(Saved entries)
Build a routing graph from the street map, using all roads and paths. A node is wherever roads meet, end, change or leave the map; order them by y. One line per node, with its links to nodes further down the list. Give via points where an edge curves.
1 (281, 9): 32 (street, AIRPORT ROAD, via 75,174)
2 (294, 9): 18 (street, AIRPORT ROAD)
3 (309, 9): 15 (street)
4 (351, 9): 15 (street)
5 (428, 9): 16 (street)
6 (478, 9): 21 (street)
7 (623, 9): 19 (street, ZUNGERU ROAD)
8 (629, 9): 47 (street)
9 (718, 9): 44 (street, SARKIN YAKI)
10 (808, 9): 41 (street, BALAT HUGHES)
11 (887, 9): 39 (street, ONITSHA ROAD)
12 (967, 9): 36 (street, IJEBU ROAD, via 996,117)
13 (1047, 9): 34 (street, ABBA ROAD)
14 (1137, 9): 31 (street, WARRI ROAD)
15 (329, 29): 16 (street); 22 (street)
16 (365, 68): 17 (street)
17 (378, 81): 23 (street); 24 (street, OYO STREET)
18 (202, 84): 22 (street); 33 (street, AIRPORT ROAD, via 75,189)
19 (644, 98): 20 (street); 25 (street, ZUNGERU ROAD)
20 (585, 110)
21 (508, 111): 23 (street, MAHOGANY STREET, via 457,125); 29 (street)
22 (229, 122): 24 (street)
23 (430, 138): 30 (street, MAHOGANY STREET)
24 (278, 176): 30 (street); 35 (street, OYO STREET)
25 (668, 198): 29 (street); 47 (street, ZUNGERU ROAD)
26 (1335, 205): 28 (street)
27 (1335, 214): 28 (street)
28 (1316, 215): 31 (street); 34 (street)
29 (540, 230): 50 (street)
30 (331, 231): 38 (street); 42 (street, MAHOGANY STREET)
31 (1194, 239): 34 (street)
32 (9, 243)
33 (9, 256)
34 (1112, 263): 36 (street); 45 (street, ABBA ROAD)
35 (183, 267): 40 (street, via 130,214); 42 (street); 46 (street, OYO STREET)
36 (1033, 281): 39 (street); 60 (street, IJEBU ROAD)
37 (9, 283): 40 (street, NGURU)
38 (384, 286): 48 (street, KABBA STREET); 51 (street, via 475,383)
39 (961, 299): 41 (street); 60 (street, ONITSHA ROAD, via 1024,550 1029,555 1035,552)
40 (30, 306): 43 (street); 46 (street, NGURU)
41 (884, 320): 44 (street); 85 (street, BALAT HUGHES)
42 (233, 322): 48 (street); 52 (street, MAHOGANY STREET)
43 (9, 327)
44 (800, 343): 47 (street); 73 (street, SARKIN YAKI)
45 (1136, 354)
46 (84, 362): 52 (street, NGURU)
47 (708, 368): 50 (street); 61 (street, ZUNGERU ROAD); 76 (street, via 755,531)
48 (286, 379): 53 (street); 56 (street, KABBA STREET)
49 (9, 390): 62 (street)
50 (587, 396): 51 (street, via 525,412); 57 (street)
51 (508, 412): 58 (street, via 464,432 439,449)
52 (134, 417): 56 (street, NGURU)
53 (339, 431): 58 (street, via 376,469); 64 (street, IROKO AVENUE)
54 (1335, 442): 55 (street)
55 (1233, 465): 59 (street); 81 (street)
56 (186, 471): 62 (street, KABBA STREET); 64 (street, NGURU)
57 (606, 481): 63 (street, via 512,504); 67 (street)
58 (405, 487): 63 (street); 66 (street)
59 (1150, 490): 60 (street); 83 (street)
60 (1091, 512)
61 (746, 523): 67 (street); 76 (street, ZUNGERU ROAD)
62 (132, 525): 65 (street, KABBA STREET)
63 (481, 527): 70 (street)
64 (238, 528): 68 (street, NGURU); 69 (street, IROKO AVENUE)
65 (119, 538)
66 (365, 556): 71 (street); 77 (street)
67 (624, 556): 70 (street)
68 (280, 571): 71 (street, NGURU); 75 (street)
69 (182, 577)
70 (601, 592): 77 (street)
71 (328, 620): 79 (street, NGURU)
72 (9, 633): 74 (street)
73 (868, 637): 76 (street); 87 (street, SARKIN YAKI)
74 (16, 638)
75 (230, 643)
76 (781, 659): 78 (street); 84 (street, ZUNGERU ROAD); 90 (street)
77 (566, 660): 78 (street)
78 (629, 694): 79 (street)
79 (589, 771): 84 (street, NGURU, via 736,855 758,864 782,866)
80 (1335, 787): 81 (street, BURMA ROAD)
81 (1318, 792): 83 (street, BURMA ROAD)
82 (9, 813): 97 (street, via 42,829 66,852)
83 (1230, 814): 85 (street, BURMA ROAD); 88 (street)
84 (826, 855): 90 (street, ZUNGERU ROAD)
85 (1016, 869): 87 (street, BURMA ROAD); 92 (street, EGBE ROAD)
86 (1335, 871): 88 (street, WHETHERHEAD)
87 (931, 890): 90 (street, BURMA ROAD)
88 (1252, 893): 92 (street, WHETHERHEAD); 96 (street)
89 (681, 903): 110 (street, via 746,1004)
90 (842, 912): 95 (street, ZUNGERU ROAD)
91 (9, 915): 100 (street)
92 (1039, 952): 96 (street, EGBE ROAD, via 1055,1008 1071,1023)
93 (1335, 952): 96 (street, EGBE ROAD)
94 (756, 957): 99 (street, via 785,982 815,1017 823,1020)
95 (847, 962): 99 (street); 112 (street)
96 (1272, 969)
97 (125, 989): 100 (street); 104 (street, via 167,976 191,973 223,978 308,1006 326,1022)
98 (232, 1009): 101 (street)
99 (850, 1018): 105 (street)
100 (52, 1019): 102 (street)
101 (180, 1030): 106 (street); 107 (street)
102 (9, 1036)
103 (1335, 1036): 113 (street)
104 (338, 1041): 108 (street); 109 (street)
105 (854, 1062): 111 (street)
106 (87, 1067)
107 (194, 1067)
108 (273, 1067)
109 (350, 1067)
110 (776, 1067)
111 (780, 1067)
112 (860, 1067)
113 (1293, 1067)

#### Directions
Each record must appear again, word for word.

#### Solution to this problem
Build a routing graph from the street map, using all roads and paths. A node is wherever roads meet, end, change or leave the map; order them by y. One line per node, with its links to nodes further down the list. Give via points where an edge curves.
1 (281, 9): 32 (street, AIRPORT ROAD, via 75,174)
2 (294, 9): 18 (street, AIRPORT ROAD)
3 (309, 9): 15 (street)
4 (351, 9): 15 (street)
5 (428, 9): 16 (street)
6 (478, 9): 21 (street)
7 (623, 9): 19 (street, ZUNGERU ROAD)
8 (629, 9): 47 (street)
9 (718, 9): 44 (street, SARKIN YAKI)
10 (808, 9): 41 (street, BALAT HUGHES)
11 (887, 9): 39 (street, ONITSHA ROAD)
12 (967, 9): 36 (street, IJEBU ROAD, via 996,117)
13 (1047, 9): 34 (street, ABBA ROAD)
14 (1137, 9): 31 (street, WARRI ROAD)
15 (329, 29): 16 (street); 22 (street)
16 (365, 68): 17 (street)
17 (378, 81): 23 (street); 24 (street, OYO STREET)
18 (202, 84): 22 (street); 33 (street, AIRPORT ROAD, via 75,189)
19 (644, 98): 20 (street); 25 (street, ZUNGERU ROAD)
20 (585, 110)
21 (508, 111): 23 (street, MAHOGANY STREET, via 457,125); 29 (street)
22 (229, 122): 24 (street)
23 (430, 138): 30 (street, MAHOGANY STREET)
24 (278, 176): 30 (street); 35 (street, OYO STREET)
25 (668, 198): 29 (street); 47 (street, ZUNGERU ROAD)
26 (1335, 205): 28 (street)
27 (1335, 214): 28 (street)
28 (1316, 215): 31 (street); 34 (street)
29 (540, 230): 50 (street)
30 (331, 231): 38 (street); 42 (street, MAHOGANY STREET)
31 (1194, 239): 34 (street)
32 (9, 243)
33 (9, 256)
34 (1112, 263): 36 (street); 45 (street, ABBA ROAD)
35 (183, 267): 40 (street, via 130,214); 42 (street); 46 (street, OYO STREET)
36 (1033, 281): 39 (street); 60 (street, IJEBU ROAD)
37 (9, 283): 40 (street, NGURU)
38 (384, 286): 48 (street, KABBA STREET); 51 (street, via 475,383)
39 (961, 299): 41 (street); 60 (street, ONITSHA ROAD, via 1024,550 1029,555 1035,552)
40 (30, 306): 43 (street); 46 (street, NGURU)
41 (884, 320): 44 (street); 85 (street, BALAT HUGHES)
42 (233, 322): 48 (street); 52 (street, MAHOGANY STREET)
43 (9, 327)
44 (800, 343): 47 (street); 73 (street, SARKIN YAKI)
45 (1136, 354)
46 (84, 362): 52 (street, NGURU)
47 (708, 368): 50 (street); 61 (street, ZUNGERU ROAD); 76 (street, via 755,531)
48 (286, 379): 53 (street); 56 (street, KABBA STREET)
49 (9, 390): 62 (street)
50 (587, 396): 51 (street, via 525,412); 57 (street)
51 (508, 412): 58 (street, via 464,432 439,449)
52 (134, 417): 56 (street, NGURU)
53 (339, 431): 58 (street, via 376,469); 64 (street, IROKO AVENUE)
54 (1335, 442): 55 (street)
55 (1233, 465): 59 (street); 81 (street)
56 (186, 471): 62 (street, KABBA STREET); 64 (street, NGURU)
57 (606, 481): 63 (street, via 512,504); 67 (street)
58 (405, 487): 63 (street); 66 (street)
59 (1150, 490): 60 (street); 83 (street)
60 (1091, 512)
61 (746, 523): 67 (street); 76 (street, ZUNGERU ROAD)
62 (132, 525): 65 (street, KABBA STREET)
63 (481, 527): 70 (street)
64 (238, 528): 68 (street, NGURU); 69 (street, IROKO AVENUE)
65 (119, 538)
66 (365, 556): 71 (street); 77 (street)
67 (624, 556): 70 (street)
68 (280, 571): 71 (street, NGURU); 75 (street)
69 (182, 577)
70 (601, 592): 77 (street)
71 (328, 620): 79 (street, NGURU)
72 (9, 633): 74 (street)
73 (868, 637): 76 (street); 87 (street, SARKIN YAKI)
74 (16, 638)
75 (230, 643)
76 (781, 659): 78 (street); 84 (street, ZUNGERU ROAD); 90 (street)
77 (566, 660): 78 (street)
78 (629, 694): 79 (street)
79 (589, 771): 84 (street, NGURU, via 736,855 758,864 782,866)
80 (1335, 787): 81 (street, BURMA ROAD)
81 (1318, 792): 83 (street, BURMA ROAD)
82 (9, 813): 97 (street, via 42,829 66,852)
83 (1230, 814): 85 (street, BURMA ROAD); 88 (street)
84 (826, 855): 90 (street, ZUNGERU ROAD)
85 (1016, 869): 87 (street, BURMA ROAD); 92 (street, EGBE ROAD)
86 (1335, 871): 88 (street, WHETHERHEAD)
87 (931, 890): 90 (street, BURMA ROAD)
88 (1252, 893): 92 (street, WHETHERHEAD); 96 (street)
89 (681, 903): 110 (street, via 746,1004)
90 (842, 912): 95 (street, ZUNGERU ROAD)
91 (9, 915): 100 (street)
92 (1039, 952): 96 (street, EGBE ROAD, via 1055,1008 1071,1023)
93 (1335, 952): 96 (street, EGBE ROAD)
94 (756, 957): 99 (street, via 785,982 815,1017 823,1020)
95 (847, 962): 99 (street); 112 (street)
96 (1272, 969)
97 (125, 989): 100 (street); 104 (street, via 167,976 191,973 223,978 308,1006 326,1022)
98 (232, 1009): 101 (street)
99 (850, 1018): 105 (street)
100 (52, 1019): 102 (street)
101 (180, 1030): 106 (street); 107 (street)
102 (9, 1036)
103 (1335, 1036): 113 (street)
104 (338, 1041): 108 (street); 109 (street)
105 (854, 1062): 111 (street)
106 (87, 1067)
107 (194, 1067)
108 (273, 1067)
109 (350, 1067)
110 (776, 1067)
111 (780, 1067)
112 (860, 1067)
113 (1293, 1067)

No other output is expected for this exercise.